• _Problem_: Retrieve every line from the records in which the word "where" occurs.

• _Material supplied_:
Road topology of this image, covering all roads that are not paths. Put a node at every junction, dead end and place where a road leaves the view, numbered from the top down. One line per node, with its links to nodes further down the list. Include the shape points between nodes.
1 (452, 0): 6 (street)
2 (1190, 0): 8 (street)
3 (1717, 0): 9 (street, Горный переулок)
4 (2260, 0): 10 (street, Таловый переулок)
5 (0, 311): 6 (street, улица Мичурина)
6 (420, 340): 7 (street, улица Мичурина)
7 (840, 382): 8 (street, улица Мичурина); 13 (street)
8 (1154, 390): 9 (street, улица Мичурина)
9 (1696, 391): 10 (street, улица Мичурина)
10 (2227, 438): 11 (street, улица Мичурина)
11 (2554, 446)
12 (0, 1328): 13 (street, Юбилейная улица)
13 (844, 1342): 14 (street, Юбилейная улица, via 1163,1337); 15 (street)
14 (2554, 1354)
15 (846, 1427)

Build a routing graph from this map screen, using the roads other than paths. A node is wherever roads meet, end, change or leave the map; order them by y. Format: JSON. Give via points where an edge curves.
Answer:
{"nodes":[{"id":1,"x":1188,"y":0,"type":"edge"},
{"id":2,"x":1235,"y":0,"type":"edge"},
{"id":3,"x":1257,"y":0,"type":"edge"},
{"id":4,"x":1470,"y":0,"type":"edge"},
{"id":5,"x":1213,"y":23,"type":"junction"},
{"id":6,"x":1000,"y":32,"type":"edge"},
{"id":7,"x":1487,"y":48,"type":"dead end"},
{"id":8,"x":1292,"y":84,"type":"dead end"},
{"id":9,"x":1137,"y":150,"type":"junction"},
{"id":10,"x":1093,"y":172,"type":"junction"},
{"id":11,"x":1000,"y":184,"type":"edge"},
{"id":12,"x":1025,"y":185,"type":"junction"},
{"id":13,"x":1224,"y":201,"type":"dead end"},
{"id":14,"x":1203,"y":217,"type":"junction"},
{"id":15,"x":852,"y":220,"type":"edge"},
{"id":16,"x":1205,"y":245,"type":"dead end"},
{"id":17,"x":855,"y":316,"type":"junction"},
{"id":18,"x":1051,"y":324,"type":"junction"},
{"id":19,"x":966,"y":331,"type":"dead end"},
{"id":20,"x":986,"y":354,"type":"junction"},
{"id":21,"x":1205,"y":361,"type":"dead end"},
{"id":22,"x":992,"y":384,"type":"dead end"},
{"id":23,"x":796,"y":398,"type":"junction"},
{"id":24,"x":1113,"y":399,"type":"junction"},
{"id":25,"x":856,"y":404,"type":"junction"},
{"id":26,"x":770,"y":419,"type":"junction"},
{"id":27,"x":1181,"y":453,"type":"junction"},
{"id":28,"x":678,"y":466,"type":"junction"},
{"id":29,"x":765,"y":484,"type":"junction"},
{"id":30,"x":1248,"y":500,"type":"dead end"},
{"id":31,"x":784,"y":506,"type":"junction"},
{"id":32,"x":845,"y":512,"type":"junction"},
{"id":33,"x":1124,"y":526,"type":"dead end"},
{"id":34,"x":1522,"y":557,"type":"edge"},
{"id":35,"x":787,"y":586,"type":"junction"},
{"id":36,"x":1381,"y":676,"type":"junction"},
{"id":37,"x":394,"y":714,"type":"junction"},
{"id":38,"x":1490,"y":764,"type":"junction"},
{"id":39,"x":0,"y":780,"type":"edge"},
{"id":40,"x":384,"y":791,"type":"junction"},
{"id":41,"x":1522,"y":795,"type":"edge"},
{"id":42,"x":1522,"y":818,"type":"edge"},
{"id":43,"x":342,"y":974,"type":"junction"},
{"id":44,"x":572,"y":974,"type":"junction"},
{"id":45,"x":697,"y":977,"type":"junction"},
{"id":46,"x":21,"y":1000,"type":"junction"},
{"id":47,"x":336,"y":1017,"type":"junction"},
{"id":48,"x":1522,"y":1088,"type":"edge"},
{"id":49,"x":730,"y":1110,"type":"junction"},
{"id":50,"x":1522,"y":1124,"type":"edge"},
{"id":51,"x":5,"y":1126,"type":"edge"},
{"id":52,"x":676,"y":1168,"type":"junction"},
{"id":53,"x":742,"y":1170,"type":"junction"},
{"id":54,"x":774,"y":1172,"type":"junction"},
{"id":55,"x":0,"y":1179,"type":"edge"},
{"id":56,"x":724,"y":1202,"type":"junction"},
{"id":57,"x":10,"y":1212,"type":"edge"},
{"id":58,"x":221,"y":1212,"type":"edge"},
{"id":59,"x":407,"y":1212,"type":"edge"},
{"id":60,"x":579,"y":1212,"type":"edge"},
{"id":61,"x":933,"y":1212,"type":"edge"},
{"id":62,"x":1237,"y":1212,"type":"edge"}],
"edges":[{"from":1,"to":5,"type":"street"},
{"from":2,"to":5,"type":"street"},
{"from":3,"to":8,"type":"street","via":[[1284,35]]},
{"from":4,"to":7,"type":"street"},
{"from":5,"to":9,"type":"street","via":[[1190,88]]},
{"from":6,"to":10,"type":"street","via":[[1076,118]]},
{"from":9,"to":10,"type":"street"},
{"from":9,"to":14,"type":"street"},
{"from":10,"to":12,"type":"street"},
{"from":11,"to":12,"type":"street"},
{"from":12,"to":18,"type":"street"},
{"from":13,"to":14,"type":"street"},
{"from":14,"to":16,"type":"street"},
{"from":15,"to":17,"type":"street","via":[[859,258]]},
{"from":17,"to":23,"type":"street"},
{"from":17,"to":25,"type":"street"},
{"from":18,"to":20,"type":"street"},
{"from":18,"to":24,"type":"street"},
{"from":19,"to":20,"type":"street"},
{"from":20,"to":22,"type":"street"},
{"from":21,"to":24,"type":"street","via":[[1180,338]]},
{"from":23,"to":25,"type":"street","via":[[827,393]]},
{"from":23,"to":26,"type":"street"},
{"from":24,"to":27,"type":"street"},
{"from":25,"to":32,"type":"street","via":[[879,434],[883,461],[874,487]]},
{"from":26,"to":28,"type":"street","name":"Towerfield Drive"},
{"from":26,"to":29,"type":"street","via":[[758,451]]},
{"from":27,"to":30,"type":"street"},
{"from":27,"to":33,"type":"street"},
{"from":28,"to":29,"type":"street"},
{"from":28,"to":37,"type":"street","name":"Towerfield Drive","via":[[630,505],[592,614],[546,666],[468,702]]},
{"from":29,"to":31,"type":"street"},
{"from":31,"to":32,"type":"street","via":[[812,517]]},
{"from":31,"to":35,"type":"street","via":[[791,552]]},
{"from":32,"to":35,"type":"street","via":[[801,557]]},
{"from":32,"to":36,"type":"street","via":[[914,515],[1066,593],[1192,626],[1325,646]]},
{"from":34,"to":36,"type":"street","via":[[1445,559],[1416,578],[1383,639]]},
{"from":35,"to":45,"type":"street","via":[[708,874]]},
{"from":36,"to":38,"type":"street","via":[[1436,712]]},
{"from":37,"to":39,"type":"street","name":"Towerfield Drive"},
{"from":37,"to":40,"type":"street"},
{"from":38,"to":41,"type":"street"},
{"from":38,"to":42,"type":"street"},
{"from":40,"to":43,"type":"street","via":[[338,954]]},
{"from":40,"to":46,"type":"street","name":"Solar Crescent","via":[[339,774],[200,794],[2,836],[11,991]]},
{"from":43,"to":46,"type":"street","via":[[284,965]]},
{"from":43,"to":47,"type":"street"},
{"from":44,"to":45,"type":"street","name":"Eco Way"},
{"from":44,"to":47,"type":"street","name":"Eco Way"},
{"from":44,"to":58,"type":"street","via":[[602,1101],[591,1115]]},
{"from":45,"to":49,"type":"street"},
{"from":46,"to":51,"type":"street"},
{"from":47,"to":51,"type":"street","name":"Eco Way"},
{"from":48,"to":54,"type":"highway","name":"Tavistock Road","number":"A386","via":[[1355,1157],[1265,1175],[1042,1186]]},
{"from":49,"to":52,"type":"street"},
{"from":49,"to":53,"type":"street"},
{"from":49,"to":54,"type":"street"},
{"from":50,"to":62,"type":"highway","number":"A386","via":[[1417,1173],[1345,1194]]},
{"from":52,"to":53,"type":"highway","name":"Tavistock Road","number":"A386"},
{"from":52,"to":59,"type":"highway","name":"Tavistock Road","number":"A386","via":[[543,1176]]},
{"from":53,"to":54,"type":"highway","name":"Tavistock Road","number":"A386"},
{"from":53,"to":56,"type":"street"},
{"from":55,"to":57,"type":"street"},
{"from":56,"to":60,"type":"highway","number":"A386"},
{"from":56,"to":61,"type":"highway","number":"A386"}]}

• _Exercise answer_:
Road topology of this image, covering all roads that are not paths. Put a node at every junction, dead end and place where a road leaves the view, numbered from the top down. One line per node, with its links to nodes further down the list. Include the shape points between nodes.
Build a routing graph from this map screen, using the roads other than paths. A node is wherever roads meet, end, change or leave the map; order them by y. Format: JSON. Give via points where an edge curves.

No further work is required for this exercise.